For, in truth, Johnson is dishing up the same old hooey about building for the future that his compatriot used to spout. The mind went back to 2005, and the litany of self-exculpatory eyewash that Williams delivered then. It was nonsense in the noughties and it is nonsense now. Frankly, it is becoming difficult to identify a difference between the two coaches more significant than the fact that the irredeemably unctuous Williams had a rather more disciplined personal grooming regime.
Of course, the 2005 Six Nations was interesting for other reasons, too. It ended with something close to dressing-room revolt when, in the final game against England at Twickenham, and as they contemplated their third 40-point defeat of a championship that had dynamited the Lions aspirations of many of them, the Scotland players tore up the Williams script and began to play with heart and devil and passion. They still lost, 43-22, but in that show of defiance they regained their own pride and the respect of their followers.
The booing that greeted the final whistle at Murrayfield on Saturday was sign enough that the time has come for some of that spirit again. Certainly, there was a sense of mystification around the Edinburgh ground following a performance in which Scotland had been pasted more comprehensively in the possession and territory battles than they ever were on the scoreboard, in which Johnson demonstrated his coaching genius by taking off his best player -Dave Denton - with almost half-an-hour left to play, and in which the Scottish lineout suffered a collapse that might have been termed unprecedented but for the fact that such things have become all too familiar.
There was some meagre consolation in the fact that the Scots showed the defensive resolve to battle to the finish. Given the chance - as he should be - Chris Fusaro will play better and more cool-headed games than this for Scotland, but he will never tackle as tirelessly or fearlessly, or leave himself so drained at the end. England would be justified in blaming the pitch for keeping the scoreline down, but some credit must given to Scotland for an effort that, from very early in the game, mostly looked like a damage-limitation exercise.

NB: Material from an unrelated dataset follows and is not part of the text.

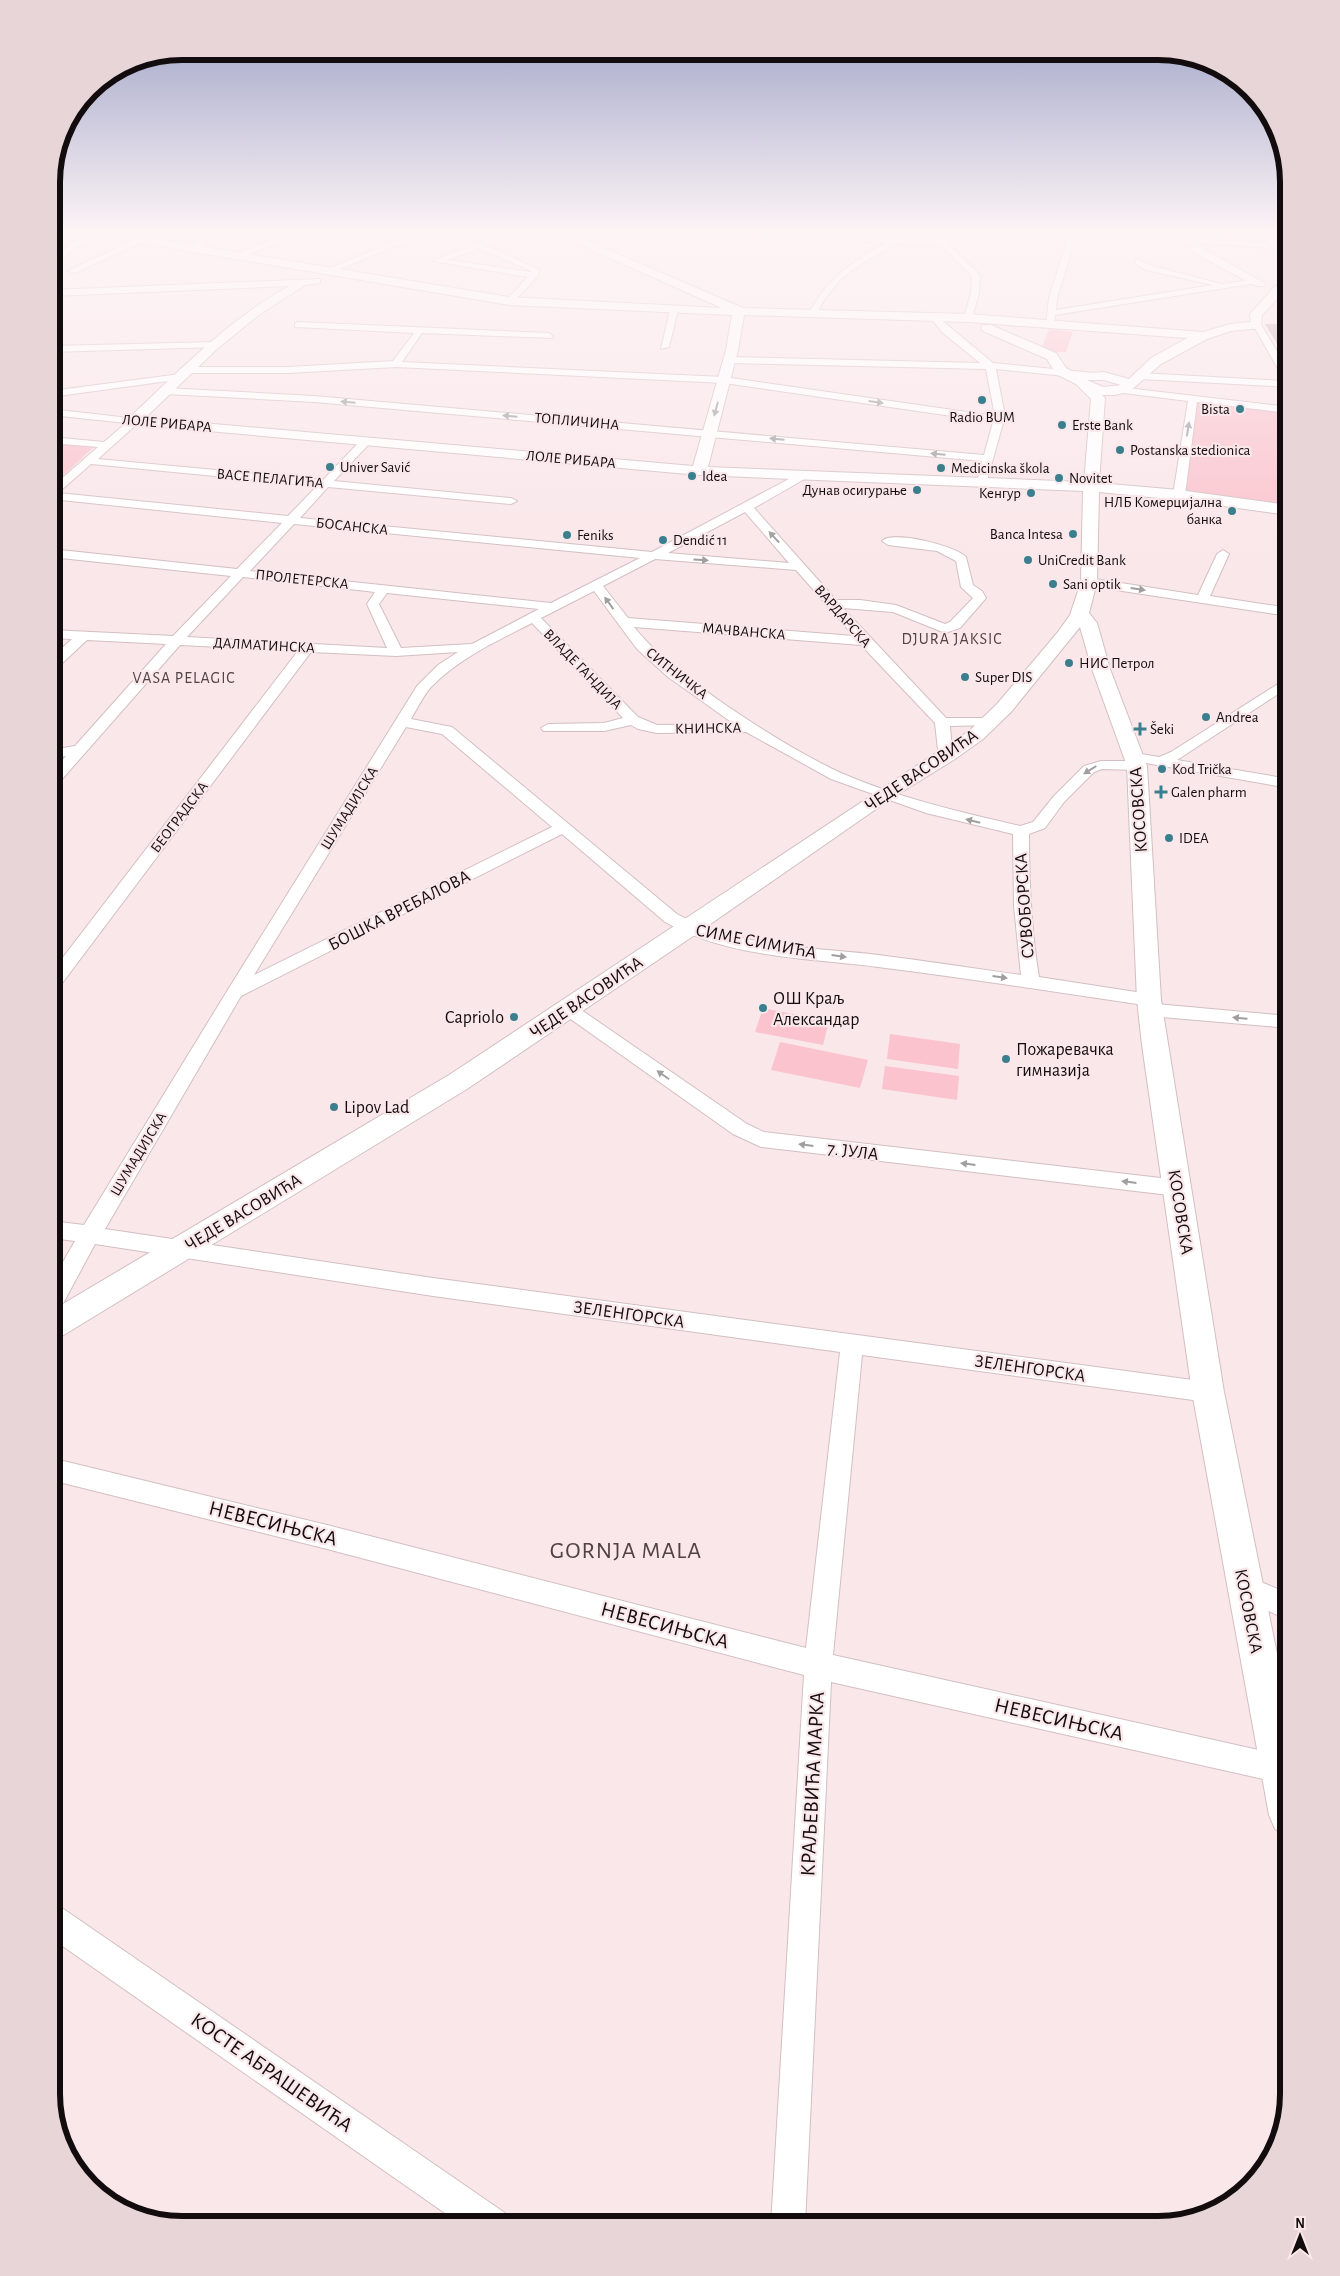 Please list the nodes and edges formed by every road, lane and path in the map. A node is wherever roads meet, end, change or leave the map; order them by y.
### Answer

Changes? There are cases to be made. Ross Ford suffered the embarrassment of being hooked after 42 minutes, but to leave the hooker on would only have deepened his ignominy, so wretched was the Scotland performance in the lineout. Scott Lawson looked lively in his place.
At least one of the locks should be worried, too, for there was a troubling lack of energy and bounce in that area. Greig Laidlaw must also be vulnerable to a challenge from Chris Cusiter at scrum-half, all the more so as his goal-kicking has been so poor just lately. Al Strokosch appears to have drifted off the scene this year, but how Scotland could have used some of his menace on Saturday.
But England plough on. Stuart Lancaster, their estimable coach, has screwed together a front five of stalwart, yeoman virtues, has a couple of blasters in the second row and an immense talent in the shape of Billy Vunipola at No.8. In the Murrayfield slurry, his strike runners behind the scrum also showed a cutting edge in conditions that might have been expected to blunt them. They, at least, will have gone home laughing.